A beast like the Cell is veddy hard to program. Not something to
program in C. Or Cobol. Or Fortran. Or Algol. Hundreds or
thousands of megabytes of assembly code, anyone? ;-)

I think Sony learned quite a bit from the experience of the EE.
Developers complained quite loudly about moving data in and out
of EE's tiny on-chip memory, and the fact that they had to hand
code a lot of stuff to get the promised performance was unattractive
also. However, as the PS2 platform matured, developers got better
at extracting the performance out of the same platform, and games
got better in terms of details. CELL architecture's learning curve
will likely be slightly less steep because of EE's learning
experience. Not going to be nearly as easy as just write C code
and throw it to the compiler, but we'll see where that goes.

(And the SPE's "local memory" is considerably larger than EE's)
 
What's relevant is that there is no software to make use of Cell, and
there never will be, except for PS2 games. Thus, the question of
whether there are other architectural deficiencies are irrelevant.

A beast like the Cell is veddy hard to program. Not something to
program in C. Or Cobol. Or Fortran. Or Algol. Hundreds or
thousands of megabytes of assembly code, anyone? ;-)

You do know there are software stacks for GPU's?

As the acting student was heard to say, "What's my motivation?"

Can you *imagine* how hard computers were to program when Dijkstra was
doing it just for fun?

People wrote Fortran compilers before Chomsky had a chance to utter
"context free grammar."

If the motivation is strong enough, absolutely nothing is impossible.
So the question here is, not whether the problem is hard (it is), but
whether the motivation is strong enough to justify new ways of doing
business.

As I have already rambled on about elsewhere, people are manifestly
doing stuff with GPU's, and I think they'll do stuff with Cell, and
I'll be real surprised if we don't get linux on playstation again.

But will anything really interesting happen?

What would interesting be?

Molecular dynamics simulations sufficiently faster than what we've got
now to change the rules. Cell is fast, but probably not _that_ fast.
That is not to say that a future generation won't be.

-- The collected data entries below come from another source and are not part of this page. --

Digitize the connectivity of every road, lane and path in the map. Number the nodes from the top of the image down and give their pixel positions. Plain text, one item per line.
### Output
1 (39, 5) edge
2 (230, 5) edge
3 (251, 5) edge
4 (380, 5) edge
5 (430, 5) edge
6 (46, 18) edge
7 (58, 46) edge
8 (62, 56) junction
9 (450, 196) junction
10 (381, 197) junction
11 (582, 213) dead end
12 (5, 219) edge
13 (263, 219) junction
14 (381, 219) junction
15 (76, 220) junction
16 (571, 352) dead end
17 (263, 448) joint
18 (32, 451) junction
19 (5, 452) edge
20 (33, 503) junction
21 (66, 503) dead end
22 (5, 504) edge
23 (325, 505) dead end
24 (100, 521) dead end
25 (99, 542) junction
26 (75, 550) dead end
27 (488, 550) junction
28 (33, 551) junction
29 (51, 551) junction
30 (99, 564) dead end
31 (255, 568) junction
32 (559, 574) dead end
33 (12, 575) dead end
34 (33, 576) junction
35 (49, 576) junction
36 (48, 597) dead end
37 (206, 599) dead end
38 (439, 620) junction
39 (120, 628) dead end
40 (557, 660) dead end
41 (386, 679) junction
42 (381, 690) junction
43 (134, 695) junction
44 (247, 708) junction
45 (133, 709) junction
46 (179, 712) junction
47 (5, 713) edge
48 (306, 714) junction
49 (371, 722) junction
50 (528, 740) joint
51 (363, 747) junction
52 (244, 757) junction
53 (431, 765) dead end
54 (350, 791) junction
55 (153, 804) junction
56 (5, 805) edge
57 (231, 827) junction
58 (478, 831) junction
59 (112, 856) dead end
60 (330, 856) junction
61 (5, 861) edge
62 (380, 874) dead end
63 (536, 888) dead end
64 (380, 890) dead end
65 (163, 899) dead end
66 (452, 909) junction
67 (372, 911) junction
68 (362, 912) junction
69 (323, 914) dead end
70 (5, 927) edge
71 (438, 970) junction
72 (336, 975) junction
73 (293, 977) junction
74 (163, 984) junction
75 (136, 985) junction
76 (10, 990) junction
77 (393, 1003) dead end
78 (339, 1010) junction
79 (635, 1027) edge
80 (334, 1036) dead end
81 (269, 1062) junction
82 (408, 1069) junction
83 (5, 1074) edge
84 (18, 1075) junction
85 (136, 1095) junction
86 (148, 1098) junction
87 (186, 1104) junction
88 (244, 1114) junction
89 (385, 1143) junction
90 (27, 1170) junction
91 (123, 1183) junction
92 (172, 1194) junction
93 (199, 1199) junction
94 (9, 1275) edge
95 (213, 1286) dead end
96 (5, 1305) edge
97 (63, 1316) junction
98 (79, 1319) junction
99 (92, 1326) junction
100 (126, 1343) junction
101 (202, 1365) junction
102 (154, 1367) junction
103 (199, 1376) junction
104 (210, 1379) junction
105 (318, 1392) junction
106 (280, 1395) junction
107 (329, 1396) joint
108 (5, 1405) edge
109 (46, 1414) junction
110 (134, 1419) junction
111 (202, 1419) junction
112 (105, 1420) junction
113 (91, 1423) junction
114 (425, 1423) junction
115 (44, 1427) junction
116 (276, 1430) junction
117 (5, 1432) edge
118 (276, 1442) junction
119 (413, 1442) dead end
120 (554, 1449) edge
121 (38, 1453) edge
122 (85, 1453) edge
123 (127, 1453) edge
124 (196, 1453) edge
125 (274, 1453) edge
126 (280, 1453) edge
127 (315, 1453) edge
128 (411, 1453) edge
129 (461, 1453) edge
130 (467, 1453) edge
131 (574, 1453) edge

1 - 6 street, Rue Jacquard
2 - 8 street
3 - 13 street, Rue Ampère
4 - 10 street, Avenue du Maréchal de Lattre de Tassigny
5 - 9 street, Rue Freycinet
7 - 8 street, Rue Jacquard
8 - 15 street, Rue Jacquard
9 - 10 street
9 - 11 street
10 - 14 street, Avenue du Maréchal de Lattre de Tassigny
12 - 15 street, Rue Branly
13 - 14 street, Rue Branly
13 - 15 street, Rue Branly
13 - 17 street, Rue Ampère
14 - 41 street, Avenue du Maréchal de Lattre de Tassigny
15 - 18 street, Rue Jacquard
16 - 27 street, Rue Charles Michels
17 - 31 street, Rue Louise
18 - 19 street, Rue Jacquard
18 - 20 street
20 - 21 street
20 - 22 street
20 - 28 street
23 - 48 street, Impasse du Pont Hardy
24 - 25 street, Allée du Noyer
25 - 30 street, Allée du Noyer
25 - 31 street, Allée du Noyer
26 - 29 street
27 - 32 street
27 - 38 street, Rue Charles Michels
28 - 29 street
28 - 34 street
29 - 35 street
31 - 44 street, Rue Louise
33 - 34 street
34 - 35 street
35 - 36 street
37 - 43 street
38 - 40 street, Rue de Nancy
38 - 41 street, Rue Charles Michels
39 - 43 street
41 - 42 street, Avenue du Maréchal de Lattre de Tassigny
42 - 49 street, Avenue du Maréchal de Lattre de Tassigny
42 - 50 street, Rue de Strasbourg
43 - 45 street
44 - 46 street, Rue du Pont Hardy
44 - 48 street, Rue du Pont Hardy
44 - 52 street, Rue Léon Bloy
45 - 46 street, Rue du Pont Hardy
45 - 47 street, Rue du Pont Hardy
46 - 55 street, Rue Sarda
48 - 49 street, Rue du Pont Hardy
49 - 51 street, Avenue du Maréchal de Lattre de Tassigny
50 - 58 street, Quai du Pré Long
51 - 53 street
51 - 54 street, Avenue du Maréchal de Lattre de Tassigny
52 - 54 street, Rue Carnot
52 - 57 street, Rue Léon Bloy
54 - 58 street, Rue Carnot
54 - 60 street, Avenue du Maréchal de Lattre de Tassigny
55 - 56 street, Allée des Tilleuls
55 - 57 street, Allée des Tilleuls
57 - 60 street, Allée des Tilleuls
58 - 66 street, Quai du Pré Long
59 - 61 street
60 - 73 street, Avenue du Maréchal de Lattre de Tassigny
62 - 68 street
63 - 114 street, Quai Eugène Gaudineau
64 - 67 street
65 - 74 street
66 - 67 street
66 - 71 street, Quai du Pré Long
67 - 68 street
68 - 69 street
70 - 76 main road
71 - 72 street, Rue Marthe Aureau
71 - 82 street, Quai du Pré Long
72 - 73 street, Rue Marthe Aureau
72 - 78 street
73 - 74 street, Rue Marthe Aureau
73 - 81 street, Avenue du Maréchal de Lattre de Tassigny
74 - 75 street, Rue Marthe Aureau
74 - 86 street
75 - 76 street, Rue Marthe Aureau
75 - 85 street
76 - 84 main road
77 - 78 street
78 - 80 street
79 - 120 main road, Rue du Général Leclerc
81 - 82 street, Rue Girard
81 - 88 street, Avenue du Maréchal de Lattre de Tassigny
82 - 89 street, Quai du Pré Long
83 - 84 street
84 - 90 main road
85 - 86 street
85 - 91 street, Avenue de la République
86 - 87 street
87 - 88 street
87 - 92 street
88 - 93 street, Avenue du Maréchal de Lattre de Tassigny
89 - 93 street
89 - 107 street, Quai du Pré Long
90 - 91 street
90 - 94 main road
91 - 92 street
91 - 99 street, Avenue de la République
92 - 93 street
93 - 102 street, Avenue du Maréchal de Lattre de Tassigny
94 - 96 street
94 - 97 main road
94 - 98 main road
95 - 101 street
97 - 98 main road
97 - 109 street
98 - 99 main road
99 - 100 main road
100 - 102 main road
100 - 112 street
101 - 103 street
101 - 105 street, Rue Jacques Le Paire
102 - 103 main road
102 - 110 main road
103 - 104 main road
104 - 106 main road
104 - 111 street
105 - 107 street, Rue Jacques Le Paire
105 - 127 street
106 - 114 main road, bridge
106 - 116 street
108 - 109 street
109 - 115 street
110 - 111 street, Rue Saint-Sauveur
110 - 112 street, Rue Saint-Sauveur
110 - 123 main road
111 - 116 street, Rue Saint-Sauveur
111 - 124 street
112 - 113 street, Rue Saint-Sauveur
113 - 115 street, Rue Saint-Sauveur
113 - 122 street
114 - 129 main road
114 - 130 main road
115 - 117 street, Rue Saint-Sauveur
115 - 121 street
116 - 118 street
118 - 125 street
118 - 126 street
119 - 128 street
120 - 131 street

An AI or robotic application that otherwise wouldn't be interesting.
I'm not sufficiently clued in to make that judgment. Probably a
robotic application, because I don't offhand see how cell (as
configured) would be useful for AI. Embedded is where the action is,
and Cell has some serious competition there.

As to your prediction that there never will be software for anything
but PS2 games, I think it's a safe bet that you're wrong about that.
Will the software we see be a revolution? Unlikely, but that doesn't
mean we're not seeing the start of a revolution.

RM
 
from the said:
A bird's-eye view, with the bird in geosynchonous orbit, I'm afraid.

Regardless of what Myerson thinks, people will be looking at Cell's
~28 gigaflop double precision floating point performance, and
generally not for image processing.

Yup .. now how can I interface it to an x86?? I mean it can't be that
hard, we did it with an x87, and even with those whacky 3rd party FPUs,
back in the dark ages ....
 
Oh geez, I spelt the guy's name wrong.:-P
A bird's-eye view, with the bird in geosynchonous orbit, I'm afraid.

Just broad strokes. It was only an interview.
Regardless of what Myerson thinks, people will be looking at Cell's
~28 gigaflop double precision floating point performance, and
generally not for image processing.

And so... on to the bandwidth "problem".:-) I haven't paid much attention
to the details of Cell but outside its intended solution, that kind of FP
performance usually implies huge memory - i.e. is Cell flexible enough to
go there or do you have to do a mod on the basic customized design? Of
course with the volume of PSx you can afford that initial customization -
not clear that you can extrapolate to other problems.
 
I haven't paid much attention
to the details of Cell but outside its intended solution, that kind of FP
performance usually implies huge memory - i.e. is Cell flexible enough to
go there or do you have to do a mod on the basic customized design?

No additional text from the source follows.